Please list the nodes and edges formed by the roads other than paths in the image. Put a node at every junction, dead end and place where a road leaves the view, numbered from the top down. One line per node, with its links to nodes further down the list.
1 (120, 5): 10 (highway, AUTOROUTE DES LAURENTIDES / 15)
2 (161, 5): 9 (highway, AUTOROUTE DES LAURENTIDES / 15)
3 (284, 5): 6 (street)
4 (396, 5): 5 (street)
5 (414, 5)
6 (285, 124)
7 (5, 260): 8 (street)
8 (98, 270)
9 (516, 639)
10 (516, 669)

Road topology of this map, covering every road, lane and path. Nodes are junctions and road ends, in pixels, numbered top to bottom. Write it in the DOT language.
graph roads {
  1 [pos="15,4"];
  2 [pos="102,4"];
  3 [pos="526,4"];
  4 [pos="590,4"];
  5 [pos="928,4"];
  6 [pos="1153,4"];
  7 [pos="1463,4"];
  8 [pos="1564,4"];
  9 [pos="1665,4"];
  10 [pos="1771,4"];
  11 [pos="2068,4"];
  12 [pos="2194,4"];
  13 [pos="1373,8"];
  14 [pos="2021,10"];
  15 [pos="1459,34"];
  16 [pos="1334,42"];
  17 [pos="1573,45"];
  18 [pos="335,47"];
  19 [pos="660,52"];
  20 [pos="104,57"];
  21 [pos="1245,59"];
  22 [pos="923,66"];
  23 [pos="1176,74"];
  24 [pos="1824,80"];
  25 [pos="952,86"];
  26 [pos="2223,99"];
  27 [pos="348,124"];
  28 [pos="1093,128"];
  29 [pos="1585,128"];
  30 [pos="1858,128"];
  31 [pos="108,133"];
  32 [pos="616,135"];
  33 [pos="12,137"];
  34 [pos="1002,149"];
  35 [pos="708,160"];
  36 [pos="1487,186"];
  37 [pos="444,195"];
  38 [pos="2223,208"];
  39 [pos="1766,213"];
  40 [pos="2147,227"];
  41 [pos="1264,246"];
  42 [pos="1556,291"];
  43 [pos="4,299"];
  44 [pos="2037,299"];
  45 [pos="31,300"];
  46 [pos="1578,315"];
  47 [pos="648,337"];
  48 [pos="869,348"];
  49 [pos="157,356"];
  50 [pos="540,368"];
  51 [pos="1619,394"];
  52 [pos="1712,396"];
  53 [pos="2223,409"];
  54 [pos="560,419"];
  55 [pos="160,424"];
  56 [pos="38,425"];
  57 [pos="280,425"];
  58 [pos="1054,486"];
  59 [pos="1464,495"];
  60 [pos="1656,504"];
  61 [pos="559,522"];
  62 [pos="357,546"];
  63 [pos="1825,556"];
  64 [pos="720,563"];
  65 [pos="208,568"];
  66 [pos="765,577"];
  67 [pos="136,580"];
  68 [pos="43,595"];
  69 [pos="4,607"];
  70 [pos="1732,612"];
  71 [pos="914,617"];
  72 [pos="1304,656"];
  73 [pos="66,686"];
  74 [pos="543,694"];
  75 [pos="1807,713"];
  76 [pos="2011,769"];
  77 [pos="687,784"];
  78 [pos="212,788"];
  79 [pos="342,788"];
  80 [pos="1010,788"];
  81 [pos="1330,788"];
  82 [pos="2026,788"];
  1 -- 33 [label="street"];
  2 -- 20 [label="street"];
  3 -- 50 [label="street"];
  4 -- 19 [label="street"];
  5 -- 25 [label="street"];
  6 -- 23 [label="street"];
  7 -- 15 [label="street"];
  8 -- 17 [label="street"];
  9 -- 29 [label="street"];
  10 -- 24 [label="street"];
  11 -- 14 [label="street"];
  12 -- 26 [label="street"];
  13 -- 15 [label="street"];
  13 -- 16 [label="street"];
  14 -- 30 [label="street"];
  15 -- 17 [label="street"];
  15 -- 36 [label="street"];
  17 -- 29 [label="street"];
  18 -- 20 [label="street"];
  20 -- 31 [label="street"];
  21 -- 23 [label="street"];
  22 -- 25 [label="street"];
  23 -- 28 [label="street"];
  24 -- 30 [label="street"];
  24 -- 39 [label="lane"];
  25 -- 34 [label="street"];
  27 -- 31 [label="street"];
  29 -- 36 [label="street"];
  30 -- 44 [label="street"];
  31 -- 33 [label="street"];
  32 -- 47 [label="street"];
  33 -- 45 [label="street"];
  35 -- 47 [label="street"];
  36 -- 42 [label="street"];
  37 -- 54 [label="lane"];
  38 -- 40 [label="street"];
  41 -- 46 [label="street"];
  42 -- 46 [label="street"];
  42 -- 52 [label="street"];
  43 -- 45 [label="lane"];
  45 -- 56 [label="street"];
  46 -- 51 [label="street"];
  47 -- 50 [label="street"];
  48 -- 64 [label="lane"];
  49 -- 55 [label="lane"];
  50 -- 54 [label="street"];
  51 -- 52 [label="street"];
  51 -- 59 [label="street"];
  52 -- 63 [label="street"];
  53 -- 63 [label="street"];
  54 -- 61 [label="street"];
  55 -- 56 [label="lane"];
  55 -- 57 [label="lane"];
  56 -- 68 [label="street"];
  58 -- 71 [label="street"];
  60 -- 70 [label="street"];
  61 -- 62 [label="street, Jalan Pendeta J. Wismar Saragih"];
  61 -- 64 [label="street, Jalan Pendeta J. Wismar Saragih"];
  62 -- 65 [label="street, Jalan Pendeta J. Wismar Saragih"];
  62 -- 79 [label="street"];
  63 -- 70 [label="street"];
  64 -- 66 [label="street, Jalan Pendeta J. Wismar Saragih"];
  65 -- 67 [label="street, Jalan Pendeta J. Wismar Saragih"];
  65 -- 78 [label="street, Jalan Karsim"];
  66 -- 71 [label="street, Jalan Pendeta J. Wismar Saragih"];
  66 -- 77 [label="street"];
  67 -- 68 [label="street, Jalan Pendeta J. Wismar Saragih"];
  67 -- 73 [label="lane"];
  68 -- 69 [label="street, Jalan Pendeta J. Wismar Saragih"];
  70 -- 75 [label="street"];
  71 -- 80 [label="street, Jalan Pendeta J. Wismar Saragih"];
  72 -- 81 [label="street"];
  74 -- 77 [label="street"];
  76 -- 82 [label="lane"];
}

☆ ☆ ☆ ☆ ☆ ☆ ☆

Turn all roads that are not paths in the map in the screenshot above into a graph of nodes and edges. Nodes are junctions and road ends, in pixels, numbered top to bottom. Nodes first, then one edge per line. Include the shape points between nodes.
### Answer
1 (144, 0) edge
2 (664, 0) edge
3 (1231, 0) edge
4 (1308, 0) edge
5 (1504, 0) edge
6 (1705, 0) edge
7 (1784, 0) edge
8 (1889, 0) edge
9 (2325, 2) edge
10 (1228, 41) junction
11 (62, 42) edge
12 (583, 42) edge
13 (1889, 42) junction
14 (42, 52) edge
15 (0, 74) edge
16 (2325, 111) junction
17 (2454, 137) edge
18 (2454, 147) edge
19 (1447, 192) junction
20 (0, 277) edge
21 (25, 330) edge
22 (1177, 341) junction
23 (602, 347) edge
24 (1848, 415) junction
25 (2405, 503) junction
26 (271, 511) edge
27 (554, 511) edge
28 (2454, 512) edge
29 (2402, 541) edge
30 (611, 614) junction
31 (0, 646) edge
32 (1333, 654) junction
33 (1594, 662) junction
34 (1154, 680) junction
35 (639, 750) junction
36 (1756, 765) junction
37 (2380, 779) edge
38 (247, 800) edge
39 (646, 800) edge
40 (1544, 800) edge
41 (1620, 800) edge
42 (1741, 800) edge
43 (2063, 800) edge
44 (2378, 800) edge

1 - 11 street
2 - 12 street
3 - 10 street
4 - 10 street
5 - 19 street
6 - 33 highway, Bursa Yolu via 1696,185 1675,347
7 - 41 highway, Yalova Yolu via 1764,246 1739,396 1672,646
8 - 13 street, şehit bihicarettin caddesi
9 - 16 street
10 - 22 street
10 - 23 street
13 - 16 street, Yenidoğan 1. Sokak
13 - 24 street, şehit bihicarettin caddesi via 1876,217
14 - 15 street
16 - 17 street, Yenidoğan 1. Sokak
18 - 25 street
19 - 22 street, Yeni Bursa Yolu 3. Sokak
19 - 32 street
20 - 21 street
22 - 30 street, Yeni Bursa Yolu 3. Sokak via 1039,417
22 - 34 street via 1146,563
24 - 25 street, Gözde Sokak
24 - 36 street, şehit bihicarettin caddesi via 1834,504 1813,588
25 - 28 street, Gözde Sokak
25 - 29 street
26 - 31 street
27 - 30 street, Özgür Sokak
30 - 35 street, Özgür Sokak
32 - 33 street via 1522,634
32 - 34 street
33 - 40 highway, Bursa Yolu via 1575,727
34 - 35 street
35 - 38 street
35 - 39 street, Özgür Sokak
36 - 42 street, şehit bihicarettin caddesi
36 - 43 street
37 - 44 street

☆ ☆ ☆ ☆ ☆ ☆ ☆

## Your instructions
For the word "Yenidoğan", count the lines of the listing that hold it, and reply with the count by itself.

## Reply to the task
2